To replace this form of education, Freire, described a “problem-posing” education which involves:
a constant unveiling of reality. [Banking education] attempts to maintain the submersion of consciousness; the latter strives for the emergence of consciousness and critical intervention in reality. Students, as they are increasingly posed with problems relating to themselves in the world and with the world, will feel increasingly challenged and obliged to respond to that challenge. Because they apprehend the challenge as interrelated to other problems within a total context, not as a theoretical question, the resulting comprehension tends to be increasingly critical and thus constantly less alienated. Their response to the challenge evokes new challenges, followed by new understandings; and gradually the students come to regard themselves as committed.
In his recent speech at MIT, Seely Brown argued that, “Schools can teach essential knowledge and critical thinking through somewhat traditional means [banking education ]. But they should complement that teaching with “passion-based learning” that focuses on getting students more engaged with topic experts [problem-posing education] (Futurist: To fix education, think Web 2.0 | Tech News on ZDNet). Even though the meme seems to be about “passion,” it’s worth noting a couple of other words in this description, “engaged” and “experts.” The vision of education that Seely Brown is carrying forward from Freire is not just about some vague emotional state. It’s about finding topics and approaches that engage students with content that excites both young people in our classrooms and experts outside of school.

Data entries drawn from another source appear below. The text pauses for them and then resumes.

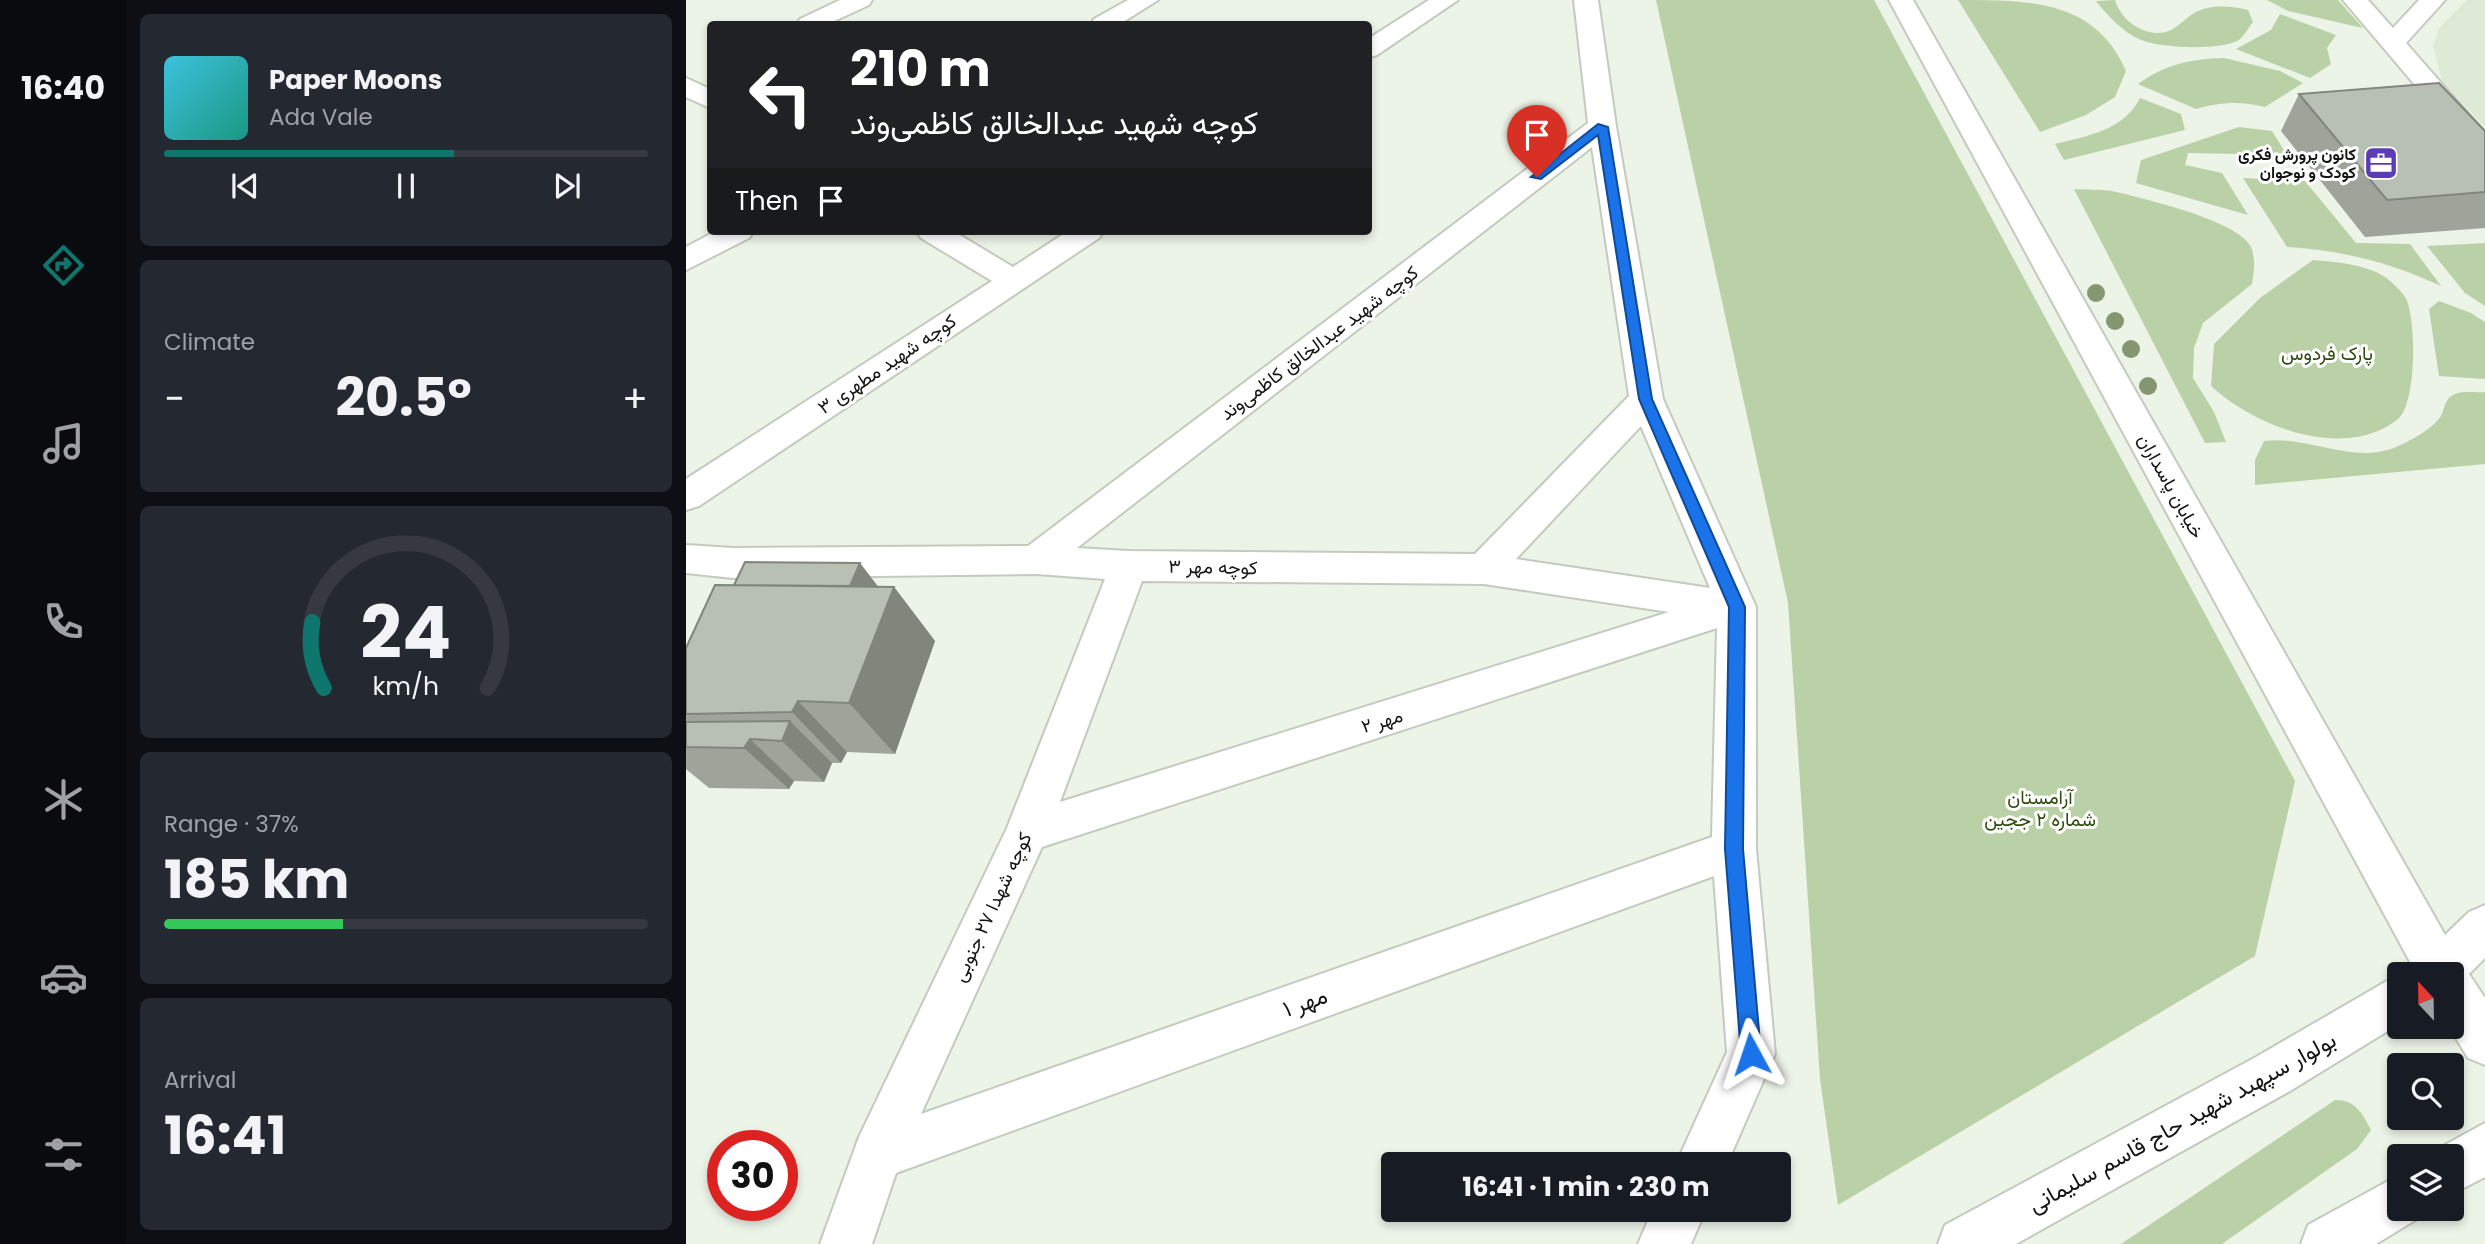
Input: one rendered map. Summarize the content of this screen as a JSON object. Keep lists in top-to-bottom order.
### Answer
{
  "streets": {
    "street": [
      "کوچه شهید عبدالخالق کاظمی‌وند",
      "کوچه شهید مطهری ۳",
      "خیابان پاسداران",
      "کوچه مهر ۳",
      "مهر ۲",
      "کوچه شهدا ۲۷ جنوبی",
      "مهر ۱",
      "بولوار سپهبد شهید حاج قاسم سلیمانی"
    ]
  },
  "crossings": [
    ["کوچه شهید عبدالخالق کاظمی‌وند", "کوچه مهر ۳"],
    ["کوچه مهر ۳", "مهر ۲"],
    ["کوچه مهر ۳", "کوچه شهدا ۲۷ جنوبی"],
    ["مهر ۲", "کوچه شهدا ۲۷ جنوبی"],
    ["کوچه شهدا ۲۷ جنوبی", "مهر ۱"]
  ],
  "parks": ["پارک فردوس", "آرامستان شماره ۲ ججین"],
  "places": {
    "office": ["کانون پرورش فکری کودک و نوجوان"]
  },
  "north": "top",
  "page": {
    "tabs": "16:40",
    "turn": ["210 m", "کوچه شهید عبدالخالق کاظمی‌وند"],
    "song": ["Paper Moons", "Ada Vale"],
    "then": "Then",
    "tile": [
      "Climate",
      ["Range · 37%", "185 km"],
      ["Arrival", "16:41"]
    ],
    "heat": ["−", "20.5°", "+"],
    "limit": "30",
    "trip": "16:41 · 1 min · 230 m",
    "gauge": ["24", "km/h"]
  }
}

Part of what makes a meme a meme is that it is “in the air.” This notion of “passion-based education” has been on our air on the TeachersTeachingTeachers Webcast on Wednesdays at 9:00 p.m. Eastern at EdTechTalk.com. Last week Paul Allison posted a quote from Clerance Fisher that provoked interesting dialogue in a couple of places. We discussed the quote on the webcast, which is archived here: TTT30. Troy Hicks wrote a response on his blog: Discussion of “Appropriation.” And members of the New York City Writing Project’s Listserv discussed this meme on the NYCWP Listserv.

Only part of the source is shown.